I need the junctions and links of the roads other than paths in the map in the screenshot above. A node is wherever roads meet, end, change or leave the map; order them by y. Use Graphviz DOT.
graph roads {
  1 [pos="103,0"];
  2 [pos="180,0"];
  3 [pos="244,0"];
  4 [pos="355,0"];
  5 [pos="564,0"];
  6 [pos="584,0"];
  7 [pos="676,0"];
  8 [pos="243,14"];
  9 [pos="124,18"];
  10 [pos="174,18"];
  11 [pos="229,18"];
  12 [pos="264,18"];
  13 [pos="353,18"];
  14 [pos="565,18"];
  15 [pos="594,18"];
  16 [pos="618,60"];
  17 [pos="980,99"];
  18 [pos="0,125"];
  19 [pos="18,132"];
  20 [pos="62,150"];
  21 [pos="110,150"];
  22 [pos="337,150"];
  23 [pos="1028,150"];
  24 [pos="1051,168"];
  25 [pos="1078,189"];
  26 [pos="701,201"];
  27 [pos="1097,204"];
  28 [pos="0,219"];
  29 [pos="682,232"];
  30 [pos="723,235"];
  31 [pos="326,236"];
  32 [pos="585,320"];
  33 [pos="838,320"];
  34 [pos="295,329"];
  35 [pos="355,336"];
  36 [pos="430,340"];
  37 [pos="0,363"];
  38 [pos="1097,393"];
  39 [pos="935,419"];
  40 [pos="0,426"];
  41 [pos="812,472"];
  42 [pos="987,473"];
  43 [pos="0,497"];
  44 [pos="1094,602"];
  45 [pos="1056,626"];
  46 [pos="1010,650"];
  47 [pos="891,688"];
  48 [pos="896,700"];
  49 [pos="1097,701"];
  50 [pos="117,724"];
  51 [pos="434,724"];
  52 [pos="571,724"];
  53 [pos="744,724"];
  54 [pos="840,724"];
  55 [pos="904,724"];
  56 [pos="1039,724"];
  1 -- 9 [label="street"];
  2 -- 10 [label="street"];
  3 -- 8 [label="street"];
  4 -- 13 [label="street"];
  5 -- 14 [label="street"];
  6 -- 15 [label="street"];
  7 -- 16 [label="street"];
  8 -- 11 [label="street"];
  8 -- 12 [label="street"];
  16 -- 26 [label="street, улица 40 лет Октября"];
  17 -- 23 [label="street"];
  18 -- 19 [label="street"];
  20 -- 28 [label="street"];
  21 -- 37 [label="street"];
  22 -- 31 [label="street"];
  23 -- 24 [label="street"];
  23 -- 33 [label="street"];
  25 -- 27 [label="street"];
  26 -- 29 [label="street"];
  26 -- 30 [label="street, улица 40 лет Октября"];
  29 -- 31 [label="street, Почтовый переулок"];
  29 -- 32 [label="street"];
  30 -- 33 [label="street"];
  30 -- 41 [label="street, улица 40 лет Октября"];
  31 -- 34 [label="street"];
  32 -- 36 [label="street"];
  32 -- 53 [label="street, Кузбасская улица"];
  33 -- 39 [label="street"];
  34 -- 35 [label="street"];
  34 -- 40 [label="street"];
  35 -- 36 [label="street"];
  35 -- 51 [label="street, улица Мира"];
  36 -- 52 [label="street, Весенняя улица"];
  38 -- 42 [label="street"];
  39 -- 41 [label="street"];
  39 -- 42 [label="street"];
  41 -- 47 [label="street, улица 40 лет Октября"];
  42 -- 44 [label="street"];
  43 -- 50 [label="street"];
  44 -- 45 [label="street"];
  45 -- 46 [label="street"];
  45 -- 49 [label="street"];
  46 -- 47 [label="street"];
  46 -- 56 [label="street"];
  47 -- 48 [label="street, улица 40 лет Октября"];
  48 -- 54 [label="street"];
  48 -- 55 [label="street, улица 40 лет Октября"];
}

### WHAT THE TASK ASKS
Scan the material above for the word "Октября", and copy every line in which it is found.

### SOLUTION
  16 -- 26 [label="street, улица 40 лет Октября"];
  26 -- 30 [label="street, улица 40 лет Октября"];
  30 -- 41 [label="street, улица 40 лет Октября"];
  41 -- 47 [label="street, улица 40 лет Октября"];
  47 -- 48 [label="street, улица 40 лет Октября"];
  48 -- 55 [label="street, улица 40 лет Октября"];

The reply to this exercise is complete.